Ruth Combrink on Monday said they were humbled and appreciative that officials last week inspected the area.
"So many officials visited the mission on Thursday on their fact-finding mission. We are happy to work with the government and welcome their investigation. We believe that we have the same goal – that is to hear the truth as we do not condone abuse and that the perpetrators must be brought to book," she said.
The statement comes after KZN Premier Sihle Zikalala on Sunday said that any wrongdoers should face the full might of the law.
He, however, stated that he would engage with retailers who have withdrawn KwaSizabantu-affiliated products, of which aQuelle water is the most prominent.
Combrink said they were awaiting a response from the CRL Rights Commission "to make our submissions". This after the mission's legal team told the chairperson of the commission to recuse himself.
"We are confident that the truth will soon become evident."
She said they were confident the mission itself had done no wrong.
"From our own investigations, we are confident that KwaSizabantu Mission has not been complicit in any of the allegations, but rather that the allegations relate to individuals against which the law must take its course, if proven to be true."
Combrink said the devastation and impact of the allegations on the community are "significant".
"It is not just about the job losses in our business operations, but the value chain, including suppliers, community entrepreneurs and service providers.
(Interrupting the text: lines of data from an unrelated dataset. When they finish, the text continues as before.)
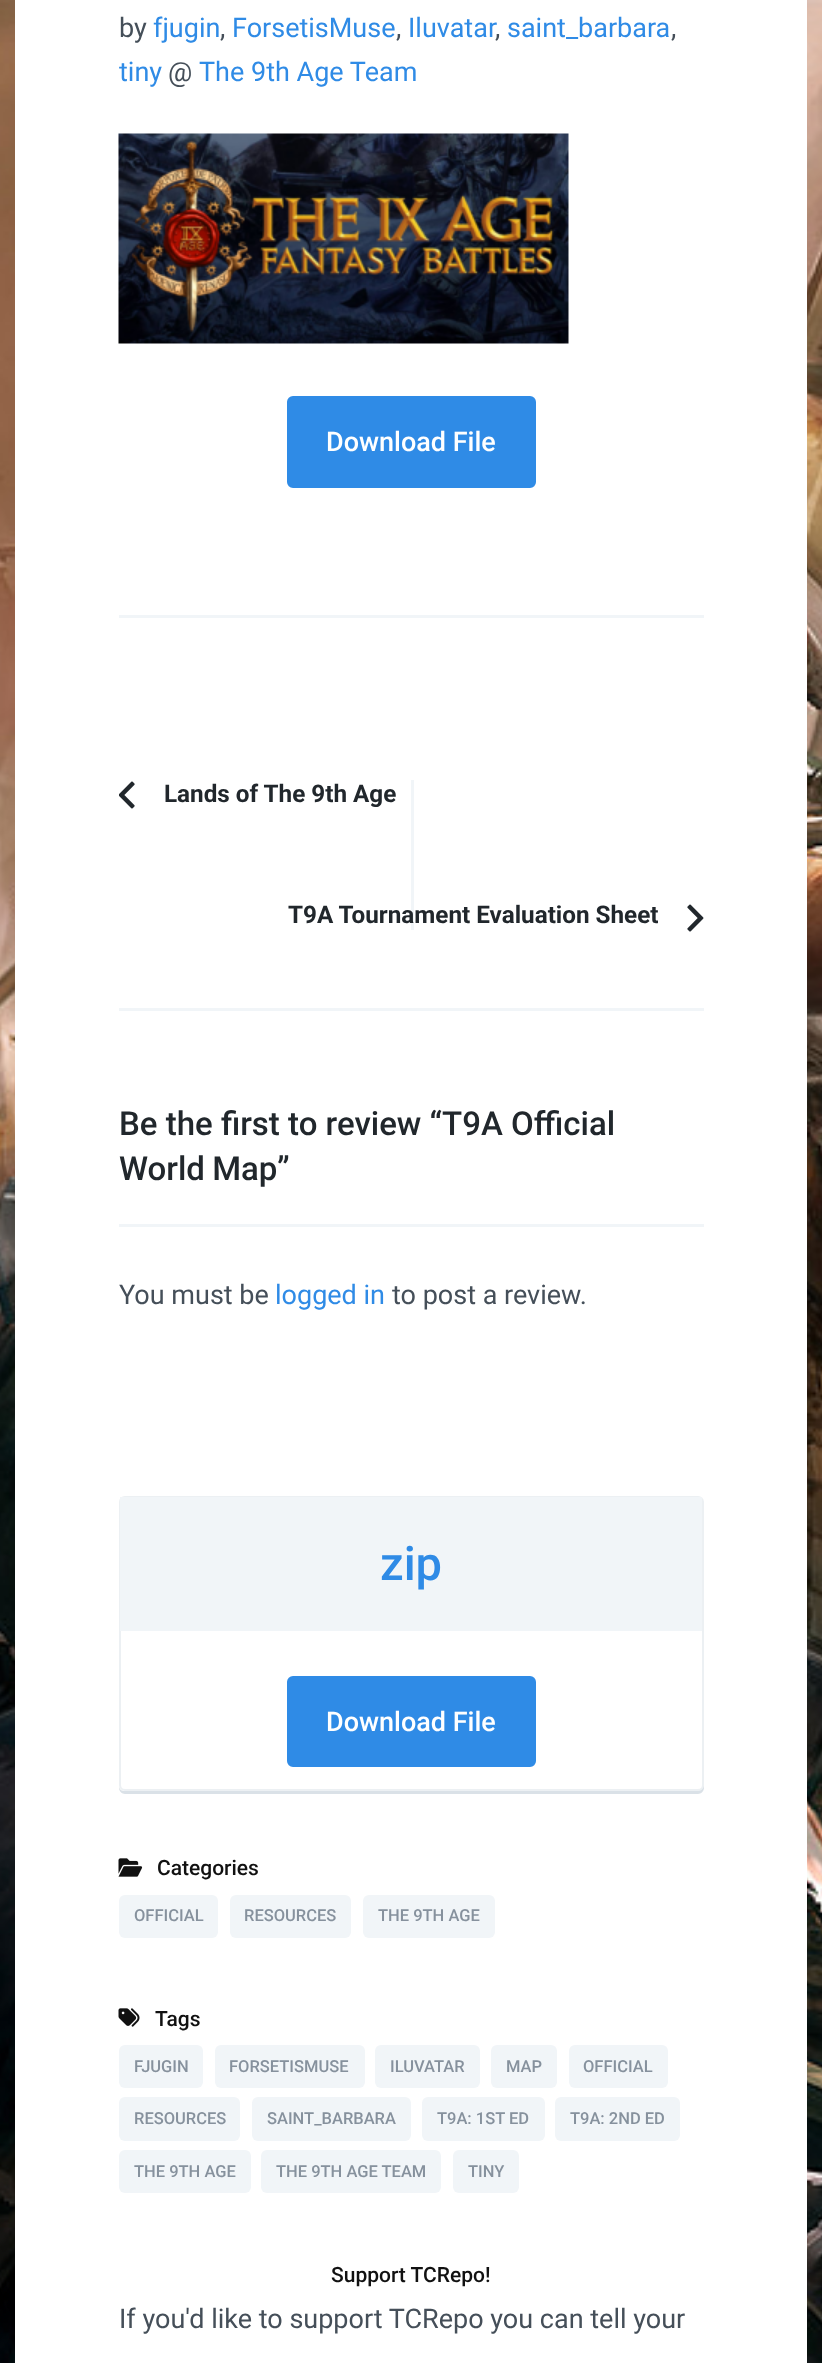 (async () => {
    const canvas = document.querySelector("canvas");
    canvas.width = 822;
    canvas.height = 2363;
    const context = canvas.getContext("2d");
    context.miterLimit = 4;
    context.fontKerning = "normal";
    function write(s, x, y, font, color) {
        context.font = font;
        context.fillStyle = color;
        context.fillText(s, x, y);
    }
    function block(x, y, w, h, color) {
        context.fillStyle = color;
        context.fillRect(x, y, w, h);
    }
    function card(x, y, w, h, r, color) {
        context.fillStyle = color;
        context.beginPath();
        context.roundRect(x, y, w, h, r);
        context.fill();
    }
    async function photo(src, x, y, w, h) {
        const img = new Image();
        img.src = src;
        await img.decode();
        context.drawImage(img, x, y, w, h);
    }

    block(0, 0, 822, 2363, "rgb(255, 255, 255)");
    await photo("media/1.png", 0, 0, 822, 2363);
    block(15, 0, 792, 2363, "rgb(255, 255, 255)");
    context.fillStyle = "rgb(241, 245, 248)";
    context.beginPath();
    context.moveTo(119, 615);
    context.lineTo(119, 618);
    context.lineTo(704, 618);
    context.lineTo(704, -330);
    context.lineTo(704, 615);
    context.closePath();
    context.fill();
    write("by", 119, 37, "27px Roboto", "rgb(69, 79, 89)");
    write("fjugin", 153, 37, "27px Roboto", "rgb(47, 139, 230)");
    write(",", 220, 37, "27px Roboto", "rgb(69, 79, 89)");
    write("ForsetisMuse", 232, 37, "27px Roboto", "rgb(47, 139, 230)");
    write(",", 396, 37, "27px Roboto", "rgb(69, 79, 89)");
    write("Iluvatar", 408, 37, "27px Roboto", "rgb(47, 139, 230)");
    write(",", 495, 37, "27px Roboto", "rgb(69, 79, 89)");
    write("saint_barbara", 507, 37, "27px Roboto", "rgb(47, 139, 230)");
    write(",", 671, 37, "27px Roboto", "rgb(69, 79, 89)");
    write("tiny", 119, 81, "27px Roboto", "rgb(47, 139, 230)");
    write("@", 168, 81, "27px Roboto", "rgb(69, 79, 89)");
    write("The 9th Age Team", 199, 81, "27px Roboto", "rgb(47, 139, 230)");
    await photo("media/2.png", 118, 133, 451, 211);
    context.beginPath();
    context.roundRect(288, 397, 247, 90, 5);
    context.fill();
    context.strokeStyle = "rgb(47, 139, 230)";
    context.lineWidth = 2;
    context.stroke();
    write("Download File", 326, 451, "500 27px Roboto", "rgb(255, 255, 255)");
    block(119, 1008, 585, 3, "rgb(241, 245, 248)");
    await photo("media/3.png", 119, 781, 16, 28);
    write("Lands of The 9th Age", 164, 802, "bold 24.25px Roboto", "rgb(33, 39, 44)");
    block(411, 780, 3, 150, "rgb(241, 245, 248)");
    write("T9A Tournament Evaluation Sheet", 288, 923, "bold 24.25px Roboto", "rgb(33, 39, 44)");
    await photo("media/4.png", 687, 904, 17, 28);
    block(119, 1224, 585, 3, "rgb(241, 245, 248)");
    write("Be the first to review “T9A Official", 119, 1135, "500 33px Roboto", "rgb(33, 39, 44)");
    context.wordSpacing = "-1px";
    write("World Map", 119, 1180, "500 33px Roboto", "rgb(33, 39, 44)");
    context.wordSpacing = "0px";
    write("”", 277, 1180, "500 33px Roboto", "rgb(33, 39, 44)");
    write("You must be", 119, 1304, "27px Roboto", "rgb(69, 79, 89)");
    write("logged in", 275, 1304, "27px Roboto", "rgb(47, 139, 230)");
    write("to post a review.", 392, 1304, "27px Roboto", "rgb(69, 79, 89)");
    context.fillStyle = "rgb(218, 225, 231)";
    context.beginPath();
    context.moveTo(119, 1787);
    context.lineTo(119, 1788);
    context.bezierCurveTo(119, 1791, 122, 1794, 125, 1794);
    context.lineTo(698, 1794);
    context.bezierCurveTo(701, 1794, 704, 1791, 704, 1788);
    context.lineTo(704, 1505);
    context.lineTo(704, 1503);
    context.lineTo(704, 1785);
    context.bezierCurveTo(704, 1788, 701, 1791, 698, 1791);
    context.lineTo(124, 1791);
    context.bezierCurveTo(122, 1791, 120, 1790, 119, 1787);
    context.closePath();
    context.fill();
    context.beginPath();
    context.roundRect(120, 1497, 583, 293, 5);
    context.strokeStyle = "rgba(218, 225, 231, 0.5)";
    context.stroke();
    block(120, 1497, 582, 134, "rgb(241, 245, 248)");
    write("zip", 380, 1580, "500 47px Roboto", "rgb(47, 139, 230)");
    context.beginPath();
    context.roundRect(288, 1677, 247, 89, 5);
    context.fill();
    context.strokeStyle = "rgb(47, 139, 230)";
    context.stroke();
    write("Download File", 326, 1731, "500 27px Roboto", "rgb(255, 255, 255)");
    await photo("media/5.png", 118, 1858, 25, 19);
    write("Categories", 157, 1875, "500 21px Roboto", "rgb(17, 17, 17)");
    card(119, 1895, 99, 43, 6, "rgb(241, 245, 248)");
    write("OFFICIAL", 134, 1921, "500 16.5px Roboto", "rgb(134, 145, 157)");
    card(230, 1895, 121, 43, 6, "rgb(241, 245, 248)");
    write("RESOURCES", 244, 1921, "500 16.5px Roboto", "rgb(134, 145, 157)");
    card(363, 1895, 132, 43, 6, "rgb(241, 245, 248)");
    write("THE 9TH AGE", 378, 1921, "500 16.5px Roboto", "rgb(134, 145, 157)");
    await photo("media/6.png", 118, 2008, 22, 19);
    write("Tags", 155, 2026, "500 21px Roboto", "rgb(17, 17, 17)");
    card(119, 2045, 84, 43, 6, "rgb(241, 245, 248)");
    write("FJUGIN", 134, 2072, "500 16.5px Roboto", "rgb(134, 145, 157)");
    card(215, 2045, 150, 43, 6, "rgb(241, 245, 248)");
    write("FORSETISMUSE", 229, 2072, "500 16.5px Roboto", "rgb(134, 145, 157)");
    card(375, 2045, 105, 43, 6, "rgb(241, 245, 248)");
    write("ILUVATAR", 390, 2072, "500 16.5px Roboto", "rgb(134, 145, 157)");
    card(491, 2045, 66, 43, 6, "rgb(241, 245, 248)");
    write("MAP", 506, 2072, "500 16.5px Roboto", "rgb(134, 145, 157)");
    card(569, 2045, 99, 43, 6, "rgb(241, 245, 248)");
    write("OFFICIAL", 583, 2072, "500 16.5px Roboto", "rgb(134, 145, 157)");
    card(119, 2097, 121, 44, 6, "rgb(241, 245, 248)");
    write("RESOURCES", 134, 2124, "500 16.5px Roboto", "rgb(134, 145, 157)");
    card(252, 2097, 159, 44, 6, "rgb(241, 245, 248)");
    write("SAINT_BARBARA", 267, 2124, "500 16.5px Roboto", "rgb(134, 145, 157)");
    card(422, 2097, 123, 44, 6, "rgb(241, 245, 248)");
    write("T9A: 1ST ED", 437, 2124, "500 16.5px Roboto", "rgb(134, 145, 157)");
    card(555, 2097, 125, 44, 6, "rgb(241, 245, 248)");
    write("T9A: 2ND ED", 570, 2124, "500 16.5px Roboto", "rgb(134, 145, 157)");
    card(119, 2150, 132, 43, 6, "rgb(241, 245, 248)");
    write("THE 9TH AGE", 134, 2177, "500 16.5px Roboto", "rgb(134, 145, 157)");
    card(261, 2150, 180, 43, 6, "rgb(241, 245, 248)");
    write("THE 9TH AGE TEAM", 276, 2177, "500 16.5px Roboto", "rgb(134, 145, 157)");
    card(453, 2150, 66, 43, 6, "rgb(241, 245, 248)");
    write("TINY", 468, 2177, "500 16.5px Roboto", "rgb(134, 145, 157)");
    write("Support TCRepo!", 331, 2282, "500 21px Roboto", "rgb(17, 17, 17)");
    write("If you'd like to support TCRepo you can tell your", 119, 2328, "27px Roboto", "rgb(69, 79, 89)");
})();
Already more than 3 000 jobs have been directly affected.
"We support the sentiment of the premier of KZN that the communities should not suffer due to the unproven allegations."
The mission has come under the spotlight following a News24 investigation, in which former members of the mission gave personal accounts of alleged sexual assault, physical and psychological abuse, as well as alleged financial crimes.
The CRL Rights Commission probe will continue later this week.